▶ [EXERCISE BRIEF]
Without the pictures, set down the records below word for word.

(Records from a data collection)
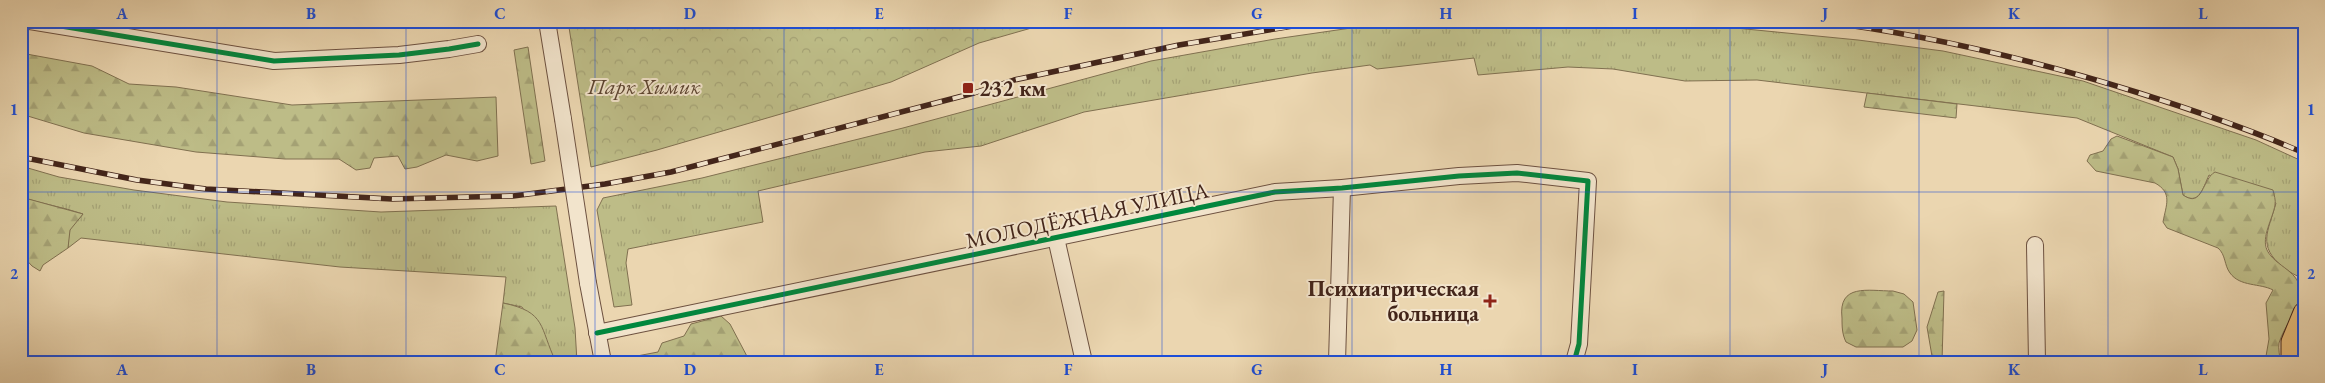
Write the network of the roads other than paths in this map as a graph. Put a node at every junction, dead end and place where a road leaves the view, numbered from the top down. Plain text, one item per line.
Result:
1 (30, 21) edge
2 (547, 21) edge
3 (478, 44) dead end
4 (1342, 188) junction
5 (1056, 238) junction
6 (2035, 245) dead end
7 (2304, 313) edge
8 (597, 333) junction
9 (603, 362) edge
10 (1084, 362) edge
11 (1337, 362) edge
12 (1574, 362) edge
13 (2037, 362) edge
14 (2292, 362) edge

1 - 3 street
2 - 8 street, bridge
4 - 5 street, МОЛОДЁЖНАЯ УЛИЦА
4 - 11 street
4 - 12 street, МОЛОДЁЖНАЯ УЛИЦА
5 - 8 street, МОЛОДЁЖНАЯ УЛИЦА
5 - 10 street
6 - 13 street
7 - 14 main road
8 - 9 street

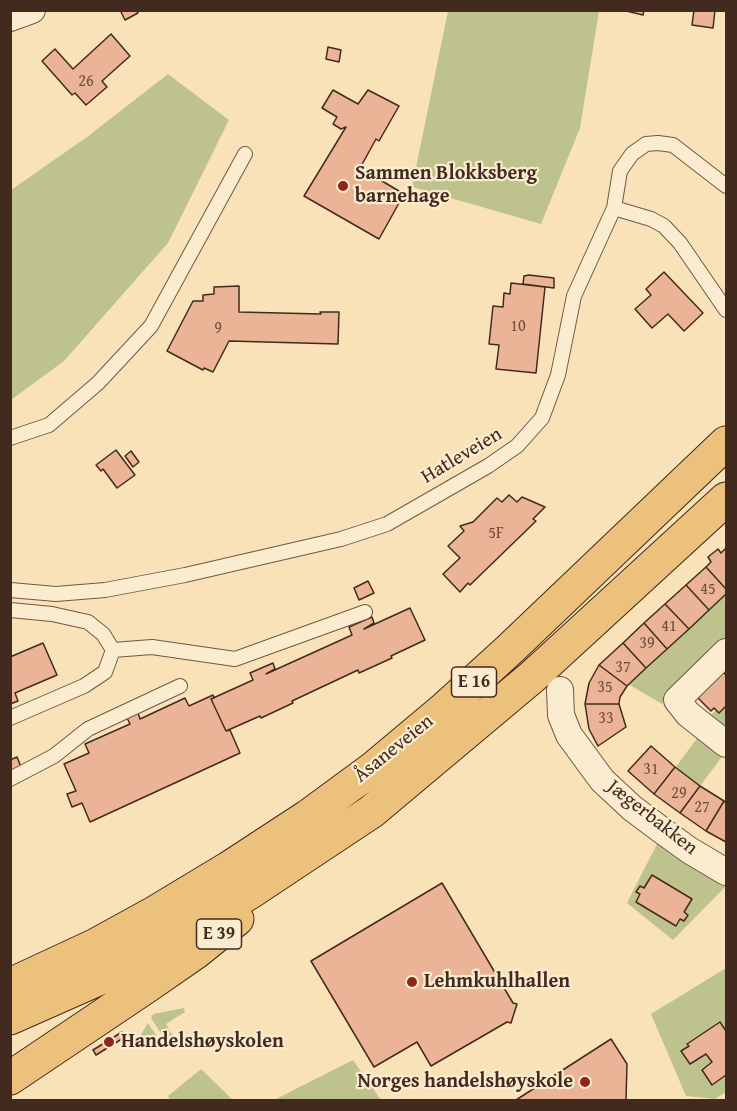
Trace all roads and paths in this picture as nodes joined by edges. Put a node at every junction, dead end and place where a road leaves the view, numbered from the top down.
1 (32, 10) edge
2 (10, 18) edge
3 (244, 154) dead end
4 (726, 186) edge
5 (614, 208) junction
6 (726, 310) edge
7 (10, 438) edge
8 (726, 443) edge
9 (726, 499) edge
10 (10, 590) edge
11 (10, 610) edge
12 (365, 612) dead end
13 (113, 650) junction
14 (726, 652) edge
15 (180, 686) dead end
16 (560, 690) dead end
17 (10, 718) edge
18 (726, 744) edge
19 (10, 779) edge
20 (371, 812) junction
21 (726, 872) edge
22 (10, 985) edge
23 (10, 1018) edge
24 (10, 1077) edge

1 - 2 street
3 - 7 lane
4 - 5 lane, Hatleveien
5 - 6 lane
5 - 10 lane, Hatleveien
8 - 22 highway, Åsaneveien / E 16
9 - 20 highway, Åsaneveien / E 16
11 - 13 lane
12 - 13 lane
13 - 17 lane
14 - 18 street
15 - 19 lane
16 - 21 street, Jægerbakken
20 - 23 highway, Åsaneveien / E 16
20 - 24 highway, E 39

▶ [SOLUTION BELOW]
Write the network of the roads other than paths in this map as a graph. Put a node at every junction, dead end and place where a road leaves the view, numbered from the top down. Plain text, one item per line.
Result:
1 (30, 21) edge
2 (547, 21) edge
3 (478, 44) dead end
4 (1342, 188) junction
5 (1056, 238) junction
6 (2035, 245) dead end
7 (2304, 313) edge
8 (597, 333) junction
9 (603, 362) edge
10 (1084, 362) edge
11 (1337, 362) edge
12 (1574, 362) edge
13 (2037, 362) edge
14 (2292, 362) edge

1 - 3 street
2 - 8 street, bridge
4 - 5 street, МОЛОДЁЖНАЯ УЛИЦА
4 - 11 street
4 - 12 street, МОЛОДЁЖНАЯ УЛИЦА
5 - 8 street, МОЛОДЁЖНАЯ УЛИЦА
5 - 10 street
6 - 13 street
7 - 14 main road
8 - 9 street

Trace all roads and paths in this picture as nodes joined by edges. Put a node at every junction, dead end and place where a road leaves the view, numbered from the top down.
1 (32, 10) edge
2 (10, 18) edge
3 (244, 154) dead end
4 (726, 186) edge
5 (614, 208) junction
6 (726, 310) edge
7 (10, 438) edge
8 (726, 443) edge
9 (726, 499) edge
10 (10, 590) edge
11 (10, 610) edge
12 (365, 612) dead end
13 (113, 650) junction
14 (726, 652) edge
15 (180, 686) dead end
16 (560, 690) dead end
17 (10, 718) edge
18 (726, 744) edge
19 (10, 779) edge
20 (371, 812) junction
21 (726, 872) edge
22 (10, 985) edge
23 (10, 1018) edge
24 (10, 1077) edge

1 - 2 street
3 - 7 lane
4 - 5 lane, Hatleveien
5 - 6 lane
5 - 10 lane, Hatleveien
8 - 22 highway, Åsaneveien / E 16
9 - 20 highway, Åsaneveien / E 16
11 - 13 lane
12 - 13 lane
13 - 17 lane
14 - 18 street
15 - 19 lane
16 - 21 street, Jægerbakken
20 - 23 highway, Åsaneveien / E 16
20 - 24 highway, E 39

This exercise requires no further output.